---------- DATA UNDER STUDY

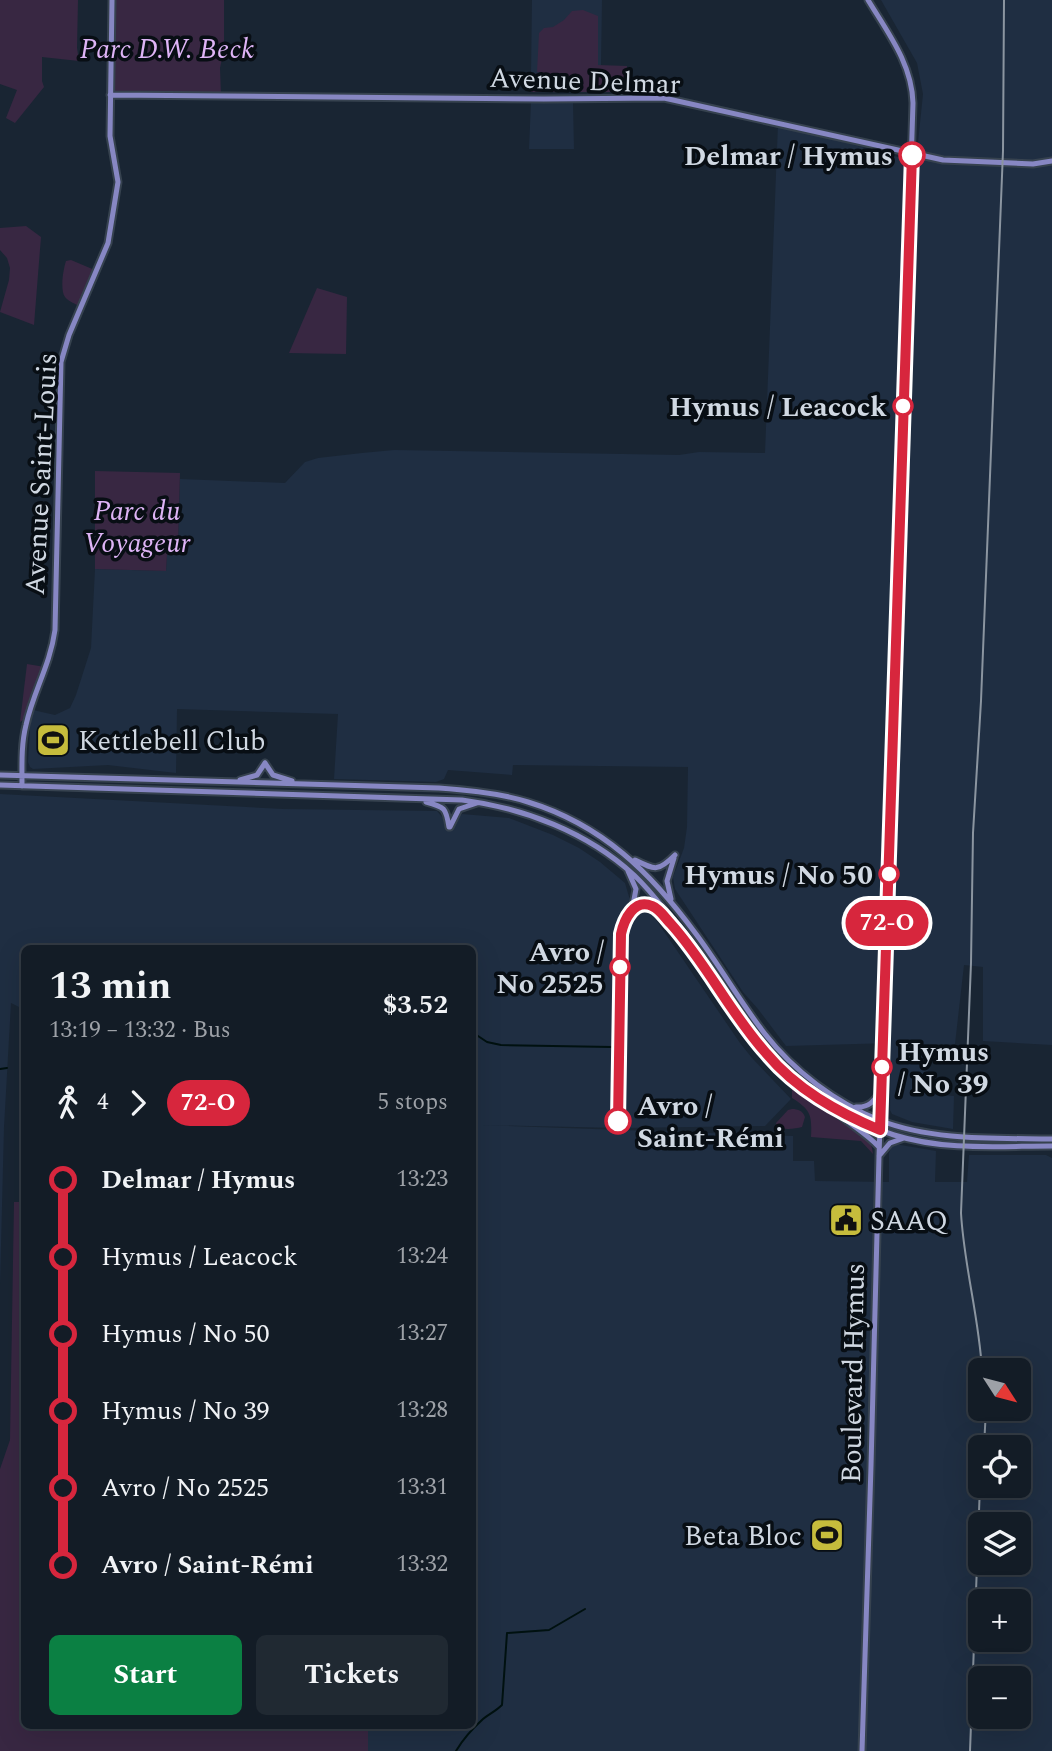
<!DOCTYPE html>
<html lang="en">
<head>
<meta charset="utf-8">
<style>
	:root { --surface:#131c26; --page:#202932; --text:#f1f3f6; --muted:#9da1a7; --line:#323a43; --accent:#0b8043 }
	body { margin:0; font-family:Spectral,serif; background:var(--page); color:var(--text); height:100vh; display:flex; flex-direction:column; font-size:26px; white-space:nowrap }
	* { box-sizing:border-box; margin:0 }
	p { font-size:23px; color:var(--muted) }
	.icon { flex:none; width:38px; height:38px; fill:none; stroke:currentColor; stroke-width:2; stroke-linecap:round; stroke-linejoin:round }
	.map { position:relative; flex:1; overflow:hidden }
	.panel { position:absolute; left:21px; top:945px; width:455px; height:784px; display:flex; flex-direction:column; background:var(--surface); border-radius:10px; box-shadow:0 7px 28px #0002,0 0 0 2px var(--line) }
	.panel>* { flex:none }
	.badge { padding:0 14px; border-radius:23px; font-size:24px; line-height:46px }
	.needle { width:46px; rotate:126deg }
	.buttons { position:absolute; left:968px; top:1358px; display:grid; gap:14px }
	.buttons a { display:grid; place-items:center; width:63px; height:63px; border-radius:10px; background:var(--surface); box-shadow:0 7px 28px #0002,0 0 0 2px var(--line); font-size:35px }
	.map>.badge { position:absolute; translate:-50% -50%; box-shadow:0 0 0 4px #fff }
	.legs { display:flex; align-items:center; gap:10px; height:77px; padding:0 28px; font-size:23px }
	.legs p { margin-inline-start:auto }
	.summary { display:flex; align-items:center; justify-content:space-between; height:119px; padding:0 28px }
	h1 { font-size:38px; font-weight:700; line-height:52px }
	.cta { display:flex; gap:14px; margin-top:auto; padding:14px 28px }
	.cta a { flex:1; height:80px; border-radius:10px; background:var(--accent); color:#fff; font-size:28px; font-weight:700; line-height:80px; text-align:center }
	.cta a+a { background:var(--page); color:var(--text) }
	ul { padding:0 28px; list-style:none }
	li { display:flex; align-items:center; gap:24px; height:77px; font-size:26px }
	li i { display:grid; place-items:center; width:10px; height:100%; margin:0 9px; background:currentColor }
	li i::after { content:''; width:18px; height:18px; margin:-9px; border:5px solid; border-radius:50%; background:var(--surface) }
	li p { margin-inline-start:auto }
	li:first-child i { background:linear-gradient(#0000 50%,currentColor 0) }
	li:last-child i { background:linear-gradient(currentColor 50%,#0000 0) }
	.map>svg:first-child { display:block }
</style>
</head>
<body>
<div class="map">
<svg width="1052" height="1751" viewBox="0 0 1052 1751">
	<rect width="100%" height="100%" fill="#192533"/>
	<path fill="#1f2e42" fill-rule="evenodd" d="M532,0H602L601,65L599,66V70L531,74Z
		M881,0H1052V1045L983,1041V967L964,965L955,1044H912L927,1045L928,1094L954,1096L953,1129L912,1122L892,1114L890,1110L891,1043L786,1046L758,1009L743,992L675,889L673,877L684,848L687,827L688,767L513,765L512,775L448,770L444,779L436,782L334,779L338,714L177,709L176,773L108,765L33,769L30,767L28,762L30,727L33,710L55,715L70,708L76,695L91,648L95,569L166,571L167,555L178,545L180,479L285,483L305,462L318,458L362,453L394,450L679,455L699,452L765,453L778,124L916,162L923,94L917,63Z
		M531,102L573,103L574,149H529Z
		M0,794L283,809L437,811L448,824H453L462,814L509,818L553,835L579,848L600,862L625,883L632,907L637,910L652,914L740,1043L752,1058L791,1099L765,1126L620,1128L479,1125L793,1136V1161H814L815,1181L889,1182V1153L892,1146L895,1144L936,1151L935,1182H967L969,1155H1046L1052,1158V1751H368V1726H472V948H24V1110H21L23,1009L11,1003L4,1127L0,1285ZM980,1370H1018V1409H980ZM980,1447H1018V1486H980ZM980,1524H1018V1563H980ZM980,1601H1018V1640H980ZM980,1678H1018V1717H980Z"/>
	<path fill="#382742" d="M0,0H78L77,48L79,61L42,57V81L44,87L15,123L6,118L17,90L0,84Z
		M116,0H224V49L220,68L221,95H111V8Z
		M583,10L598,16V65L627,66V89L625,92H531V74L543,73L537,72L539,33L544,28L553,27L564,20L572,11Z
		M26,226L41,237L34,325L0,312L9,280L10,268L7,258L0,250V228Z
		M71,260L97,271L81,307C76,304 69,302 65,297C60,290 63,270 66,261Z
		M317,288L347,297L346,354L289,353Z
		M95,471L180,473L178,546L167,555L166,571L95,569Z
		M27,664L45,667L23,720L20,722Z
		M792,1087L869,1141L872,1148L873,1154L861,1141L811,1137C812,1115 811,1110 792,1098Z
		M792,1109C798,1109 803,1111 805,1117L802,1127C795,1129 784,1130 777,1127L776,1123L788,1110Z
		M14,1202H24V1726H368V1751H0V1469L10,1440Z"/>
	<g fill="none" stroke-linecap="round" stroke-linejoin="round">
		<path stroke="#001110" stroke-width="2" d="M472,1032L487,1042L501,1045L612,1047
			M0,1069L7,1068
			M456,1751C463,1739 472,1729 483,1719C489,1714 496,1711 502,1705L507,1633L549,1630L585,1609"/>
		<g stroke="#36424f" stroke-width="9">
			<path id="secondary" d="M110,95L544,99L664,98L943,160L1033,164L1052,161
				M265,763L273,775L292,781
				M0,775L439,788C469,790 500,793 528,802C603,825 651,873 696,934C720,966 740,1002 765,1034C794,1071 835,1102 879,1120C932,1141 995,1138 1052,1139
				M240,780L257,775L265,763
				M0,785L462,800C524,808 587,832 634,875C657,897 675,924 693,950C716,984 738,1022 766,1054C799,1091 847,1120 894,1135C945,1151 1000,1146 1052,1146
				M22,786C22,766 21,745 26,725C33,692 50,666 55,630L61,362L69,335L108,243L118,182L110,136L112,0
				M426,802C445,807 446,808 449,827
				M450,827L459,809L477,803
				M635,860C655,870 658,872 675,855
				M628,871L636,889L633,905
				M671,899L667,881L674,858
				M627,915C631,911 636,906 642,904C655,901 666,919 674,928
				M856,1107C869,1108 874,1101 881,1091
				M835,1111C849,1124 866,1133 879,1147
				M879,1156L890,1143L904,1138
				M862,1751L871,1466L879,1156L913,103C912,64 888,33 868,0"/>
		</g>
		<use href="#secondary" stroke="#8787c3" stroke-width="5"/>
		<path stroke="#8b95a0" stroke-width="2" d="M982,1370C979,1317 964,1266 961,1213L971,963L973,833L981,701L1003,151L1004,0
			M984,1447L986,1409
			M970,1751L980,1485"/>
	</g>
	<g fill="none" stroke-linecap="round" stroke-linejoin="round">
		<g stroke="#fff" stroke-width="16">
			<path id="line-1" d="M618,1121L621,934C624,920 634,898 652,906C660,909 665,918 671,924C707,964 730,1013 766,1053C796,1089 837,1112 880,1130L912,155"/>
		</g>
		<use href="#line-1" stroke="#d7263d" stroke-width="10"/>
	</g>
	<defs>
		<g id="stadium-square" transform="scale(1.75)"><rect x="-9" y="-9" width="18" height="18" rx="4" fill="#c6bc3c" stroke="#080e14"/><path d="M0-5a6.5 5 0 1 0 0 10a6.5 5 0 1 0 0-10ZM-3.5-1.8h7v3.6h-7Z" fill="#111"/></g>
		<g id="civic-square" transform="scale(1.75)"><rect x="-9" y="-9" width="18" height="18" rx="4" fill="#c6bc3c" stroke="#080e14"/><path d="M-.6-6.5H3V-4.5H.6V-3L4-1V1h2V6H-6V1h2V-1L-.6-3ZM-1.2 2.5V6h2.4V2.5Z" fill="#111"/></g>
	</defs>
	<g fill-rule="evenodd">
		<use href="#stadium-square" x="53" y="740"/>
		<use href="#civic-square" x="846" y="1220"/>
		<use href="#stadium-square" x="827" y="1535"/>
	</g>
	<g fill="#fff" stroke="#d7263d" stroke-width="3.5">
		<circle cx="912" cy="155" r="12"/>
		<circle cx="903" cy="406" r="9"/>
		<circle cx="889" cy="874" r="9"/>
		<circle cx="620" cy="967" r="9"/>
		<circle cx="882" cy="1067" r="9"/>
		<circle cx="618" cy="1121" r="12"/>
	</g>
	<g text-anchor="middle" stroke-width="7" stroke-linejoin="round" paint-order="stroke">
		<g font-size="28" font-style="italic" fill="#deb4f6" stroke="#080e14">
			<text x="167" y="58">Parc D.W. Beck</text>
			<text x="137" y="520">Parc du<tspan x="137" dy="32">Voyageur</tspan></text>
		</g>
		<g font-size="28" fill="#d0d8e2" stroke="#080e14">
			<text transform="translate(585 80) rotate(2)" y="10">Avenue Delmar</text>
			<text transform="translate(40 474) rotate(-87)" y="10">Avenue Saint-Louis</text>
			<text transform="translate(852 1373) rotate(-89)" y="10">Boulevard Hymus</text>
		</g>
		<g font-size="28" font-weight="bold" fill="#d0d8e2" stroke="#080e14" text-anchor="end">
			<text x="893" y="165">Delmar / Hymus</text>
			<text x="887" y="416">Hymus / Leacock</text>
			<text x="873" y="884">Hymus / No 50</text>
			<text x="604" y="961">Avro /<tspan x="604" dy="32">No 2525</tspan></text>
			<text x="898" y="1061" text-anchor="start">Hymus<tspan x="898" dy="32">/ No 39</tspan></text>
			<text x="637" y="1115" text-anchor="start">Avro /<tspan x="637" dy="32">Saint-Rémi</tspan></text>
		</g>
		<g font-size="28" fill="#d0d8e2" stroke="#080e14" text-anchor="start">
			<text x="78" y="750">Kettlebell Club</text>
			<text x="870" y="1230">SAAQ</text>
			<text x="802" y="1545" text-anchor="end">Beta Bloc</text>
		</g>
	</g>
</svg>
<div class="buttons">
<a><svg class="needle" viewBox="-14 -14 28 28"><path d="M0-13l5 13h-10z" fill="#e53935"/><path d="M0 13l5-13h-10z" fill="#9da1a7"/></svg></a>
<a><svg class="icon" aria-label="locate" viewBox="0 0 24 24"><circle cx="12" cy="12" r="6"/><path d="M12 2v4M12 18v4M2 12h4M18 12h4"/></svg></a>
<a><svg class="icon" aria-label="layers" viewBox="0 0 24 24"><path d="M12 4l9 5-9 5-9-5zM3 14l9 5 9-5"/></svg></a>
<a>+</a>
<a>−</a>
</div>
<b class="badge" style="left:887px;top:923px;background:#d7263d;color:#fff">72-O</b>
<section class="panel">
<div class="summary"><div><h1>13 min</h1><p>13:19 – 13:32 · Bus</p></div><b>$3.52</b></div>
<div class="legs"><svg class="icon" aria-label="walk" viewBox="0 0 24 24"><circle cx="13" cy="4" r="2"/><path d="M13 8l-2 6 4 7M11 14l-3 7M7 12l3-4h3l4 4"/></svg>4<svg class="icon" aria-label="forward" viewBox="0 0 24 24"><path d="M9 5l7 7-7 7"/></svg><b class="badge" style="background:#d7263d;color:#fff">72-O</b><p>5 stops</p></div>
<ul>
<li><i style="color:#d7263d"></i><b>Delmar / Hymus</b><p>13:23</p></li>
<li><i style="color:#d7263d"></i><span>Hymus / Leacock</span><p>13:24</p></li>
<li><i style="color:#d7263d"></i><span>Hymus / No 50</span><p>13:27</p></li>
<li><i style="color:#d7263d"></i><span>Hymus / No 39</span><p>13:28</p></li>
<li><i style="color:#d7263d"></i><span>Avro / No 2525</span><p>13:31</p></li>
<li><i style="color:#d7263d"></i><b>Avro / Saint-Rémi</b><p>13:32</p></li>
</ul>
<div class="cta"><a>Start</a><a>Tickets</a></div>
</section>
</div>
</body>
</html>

--------------------
---------- DATA UNDER STUDY

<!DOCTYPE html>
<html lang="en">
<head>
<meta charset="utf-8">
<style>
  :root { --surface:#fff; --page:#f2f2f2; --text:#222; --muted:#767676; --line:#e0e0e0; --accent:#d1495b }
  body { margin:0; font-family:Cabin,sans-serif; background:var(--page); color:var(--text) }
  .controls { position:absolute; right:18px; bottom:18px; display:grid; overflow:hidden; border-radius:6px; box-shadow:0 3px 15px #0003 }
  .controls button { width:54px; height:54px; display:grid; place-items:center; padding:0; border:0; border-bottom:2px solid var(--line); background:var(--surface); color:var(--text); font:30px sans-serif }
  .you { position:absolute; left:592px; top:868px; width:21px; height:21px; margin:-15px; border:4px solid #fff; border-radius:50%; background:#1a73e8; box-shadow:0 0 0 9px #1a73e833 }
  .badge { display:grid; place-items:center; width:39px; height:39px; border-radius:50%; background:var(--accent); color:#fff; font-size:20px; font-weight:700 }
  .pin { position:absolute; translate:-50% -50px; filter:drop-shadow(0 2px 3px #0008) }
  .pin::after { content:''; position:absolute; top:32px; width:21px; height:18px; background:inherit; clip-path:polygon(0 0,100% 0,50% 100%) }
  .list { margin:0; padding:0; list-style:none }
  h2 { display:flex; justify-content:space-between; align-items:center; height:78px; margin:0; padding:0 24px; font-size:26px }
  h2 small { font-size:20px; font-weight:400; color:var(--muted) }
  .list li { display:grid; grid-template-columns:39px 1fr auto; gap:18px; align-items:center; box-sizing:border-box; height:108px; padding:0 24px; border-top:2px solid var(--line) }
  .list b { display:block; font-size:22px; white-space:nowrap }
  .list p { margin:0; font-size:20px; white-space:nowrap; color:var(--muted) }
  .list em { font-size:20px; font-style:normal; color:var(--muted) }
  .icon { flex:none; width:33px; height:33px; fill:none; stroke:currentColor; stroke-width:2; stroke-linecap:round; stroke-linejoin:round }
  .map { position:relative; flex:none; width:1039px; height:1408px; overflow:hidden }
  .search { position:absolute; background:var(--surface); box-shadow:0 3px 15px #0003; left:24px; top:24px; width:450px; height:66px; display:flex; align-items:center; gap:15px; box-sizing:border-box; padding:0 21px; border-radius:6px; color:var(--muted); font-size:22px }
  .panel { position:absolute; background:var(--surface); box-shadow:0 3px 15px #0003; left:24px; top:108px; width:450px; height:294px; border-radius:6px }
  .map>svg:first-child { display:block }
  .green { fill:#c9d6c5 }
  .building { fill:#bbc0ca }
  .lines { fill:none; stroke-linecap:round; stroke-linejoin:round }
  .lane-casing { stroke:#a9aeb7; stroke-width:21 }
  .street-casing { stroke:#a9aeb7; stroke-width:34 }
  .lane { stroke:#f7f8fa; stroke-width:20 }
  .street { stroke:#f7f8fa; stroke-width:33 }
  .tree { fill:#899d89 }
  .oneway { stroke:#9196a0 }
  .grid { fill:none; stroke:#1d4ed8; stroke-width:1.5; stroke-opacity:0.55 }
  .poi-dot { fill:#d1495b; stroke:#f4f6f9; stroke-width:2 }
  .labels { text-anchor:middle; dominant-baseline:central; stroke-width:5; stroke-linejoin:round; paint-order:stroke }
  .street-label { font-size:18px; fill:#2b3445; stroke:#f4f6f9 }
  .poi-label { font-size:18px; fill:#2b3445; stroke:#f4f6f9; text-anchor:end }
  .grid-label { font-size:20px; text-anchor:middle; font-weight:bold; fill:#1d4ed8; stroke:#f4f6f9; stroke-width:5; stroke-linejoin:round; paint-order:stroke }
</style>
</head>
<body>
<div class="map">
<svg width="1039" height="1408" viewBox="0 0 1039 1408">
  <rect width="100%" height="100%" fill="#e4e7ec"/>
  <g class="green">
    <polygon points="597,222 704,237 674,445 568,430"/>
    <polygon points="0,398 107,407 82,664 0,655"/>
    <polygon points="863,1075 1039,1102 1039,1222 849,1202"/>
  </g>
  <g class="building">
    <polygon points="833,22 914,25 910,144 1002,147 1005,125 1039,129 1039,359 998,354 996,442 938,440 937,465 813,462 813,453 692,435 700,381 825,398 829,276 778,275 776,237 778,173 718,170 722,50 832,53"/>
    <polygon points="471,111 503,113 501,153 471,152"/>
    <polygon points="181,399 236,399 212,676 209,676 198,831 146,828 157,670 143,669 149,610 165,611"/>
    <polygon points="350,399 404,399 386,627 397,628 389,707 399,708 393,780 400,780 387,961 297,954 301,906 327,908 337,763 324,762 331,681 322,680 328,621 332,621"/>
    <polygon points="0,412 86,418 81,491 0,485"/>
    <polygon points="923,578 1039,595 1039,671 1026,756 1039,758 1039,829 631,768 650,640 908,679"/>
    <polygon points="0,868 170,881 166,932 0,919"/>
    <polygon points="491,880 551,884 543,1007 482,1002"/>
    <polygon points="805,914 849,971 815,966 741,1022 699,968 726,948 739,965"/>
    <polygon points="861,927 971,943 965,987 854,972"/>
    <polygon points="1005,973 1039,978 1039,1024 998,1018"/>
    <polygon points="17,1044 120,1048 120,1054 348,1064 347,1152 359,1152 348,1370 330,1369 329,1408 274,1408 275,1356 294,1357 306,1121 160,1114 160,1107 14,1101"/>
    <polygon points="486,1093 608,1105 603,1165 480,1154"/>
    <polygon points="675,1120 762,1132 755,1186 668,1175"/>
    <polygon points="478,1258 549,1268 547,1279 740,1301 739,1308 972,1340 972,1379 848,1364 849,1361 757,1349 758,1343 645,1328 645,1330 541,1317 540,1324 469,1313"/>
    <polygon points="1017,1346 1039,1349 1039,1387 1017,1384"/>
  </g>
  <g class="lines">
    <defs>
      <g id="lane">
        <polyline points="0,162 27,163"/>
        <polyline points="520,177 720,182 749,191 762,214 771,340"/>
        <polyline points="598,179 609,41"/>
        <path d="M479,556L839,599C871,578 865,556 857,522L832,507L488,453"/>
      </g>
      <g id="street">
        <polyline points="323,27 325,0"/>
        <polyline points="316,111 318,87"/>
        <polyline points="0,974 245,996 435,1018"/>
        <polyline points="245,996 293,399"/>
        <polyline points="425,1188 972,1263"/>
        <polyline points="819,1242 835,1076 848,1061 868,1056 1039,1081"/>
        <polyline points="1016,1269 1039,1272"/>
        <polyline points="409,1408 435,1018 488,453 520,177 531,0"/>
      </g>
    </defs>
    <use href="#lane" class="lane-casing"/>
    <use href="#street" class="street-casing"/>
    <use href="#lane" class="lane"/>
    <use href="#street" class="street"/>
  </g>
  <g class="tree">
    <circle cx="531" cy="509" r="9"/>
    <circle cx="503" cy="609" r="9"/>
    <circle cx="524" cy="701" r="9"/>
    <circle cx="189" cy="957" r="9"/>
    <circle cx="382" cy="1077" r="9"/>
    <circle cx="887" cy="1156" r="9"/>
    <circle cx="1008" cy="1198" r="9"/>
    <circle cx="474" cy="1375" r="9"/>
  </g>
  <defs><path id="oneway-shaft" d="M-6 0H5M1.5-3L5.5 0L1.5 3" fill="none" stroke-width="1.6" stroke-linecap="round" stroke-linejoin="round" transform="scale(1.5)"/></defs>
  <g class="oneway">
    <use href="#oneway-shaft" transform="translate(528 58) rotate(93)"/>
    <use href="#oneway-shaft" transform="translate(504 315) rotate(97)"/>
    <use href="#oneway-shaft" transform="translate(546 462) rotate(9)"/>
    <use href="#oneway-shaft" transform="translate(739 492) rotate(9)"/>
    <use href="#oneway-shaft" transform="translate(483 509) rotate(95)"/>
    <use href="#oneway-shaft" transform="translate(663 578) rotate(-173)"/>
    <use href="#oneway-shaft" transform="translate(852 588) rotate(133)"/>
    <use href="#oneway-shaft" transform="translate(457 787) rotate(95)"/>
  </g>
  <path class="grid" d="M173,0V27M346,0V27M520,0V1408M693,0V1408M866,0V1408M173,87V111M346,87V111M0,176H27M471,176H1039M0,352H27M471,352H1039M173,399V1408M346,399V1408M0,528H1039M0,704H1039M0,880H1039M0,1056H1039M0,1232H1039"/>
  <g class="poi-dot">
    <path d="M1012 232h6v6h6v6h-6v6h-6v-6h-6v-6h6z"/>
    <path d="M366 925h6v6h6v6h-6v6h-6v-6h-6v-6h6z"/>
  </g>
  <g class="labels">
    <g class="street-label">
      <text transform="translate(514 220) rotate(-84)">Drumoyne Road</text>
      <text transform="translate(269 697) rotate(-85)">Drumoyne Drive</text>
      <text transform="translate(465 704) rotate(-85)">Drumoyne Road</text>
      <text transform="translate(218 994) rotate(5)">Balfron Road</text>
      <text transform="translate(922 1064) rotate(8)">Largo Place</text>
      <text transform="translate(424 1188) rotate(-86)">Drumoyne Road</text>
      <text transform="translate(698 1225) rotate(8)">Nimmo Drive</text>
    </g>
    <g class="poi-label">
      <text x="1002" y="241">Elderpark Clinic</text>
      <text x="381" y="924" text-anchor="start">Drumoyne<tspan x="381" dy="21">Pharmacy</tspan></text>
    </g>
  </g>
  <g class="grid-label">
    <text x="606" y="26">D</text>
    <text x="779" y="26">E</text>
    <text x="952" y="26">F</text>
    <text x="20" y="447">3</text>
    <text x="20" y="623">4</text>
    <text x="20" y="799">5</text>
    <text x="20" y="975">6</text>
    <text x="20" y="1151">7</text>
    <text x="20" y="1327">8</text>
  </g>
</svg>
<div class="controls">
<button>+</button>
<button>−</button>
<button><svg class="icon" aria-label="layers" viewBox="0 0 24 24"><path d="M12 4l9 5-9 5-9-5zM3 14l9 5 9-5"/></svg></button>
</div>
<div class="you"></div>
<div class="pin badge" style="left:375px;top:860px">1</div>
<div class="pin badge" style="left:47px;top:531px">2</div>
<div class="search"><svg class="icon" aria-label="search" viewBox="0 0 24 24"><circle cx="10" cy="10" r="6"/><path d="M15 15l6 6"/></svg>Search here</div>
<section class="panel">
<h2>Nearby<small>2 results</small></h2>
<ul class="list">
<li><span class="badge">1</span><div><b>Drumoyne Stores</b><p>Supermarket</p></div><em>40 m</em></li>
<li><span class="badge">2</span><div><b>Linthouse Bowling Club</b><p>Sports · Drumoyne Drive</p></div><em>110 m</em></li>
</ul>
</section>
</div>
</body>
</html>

--------------------

### TASK INSTRUCTIONS
Looking over the entries above, how many lines contain the string "sans"? State the number and nothing else.

### ANSWER TO THIS PROBLEM
2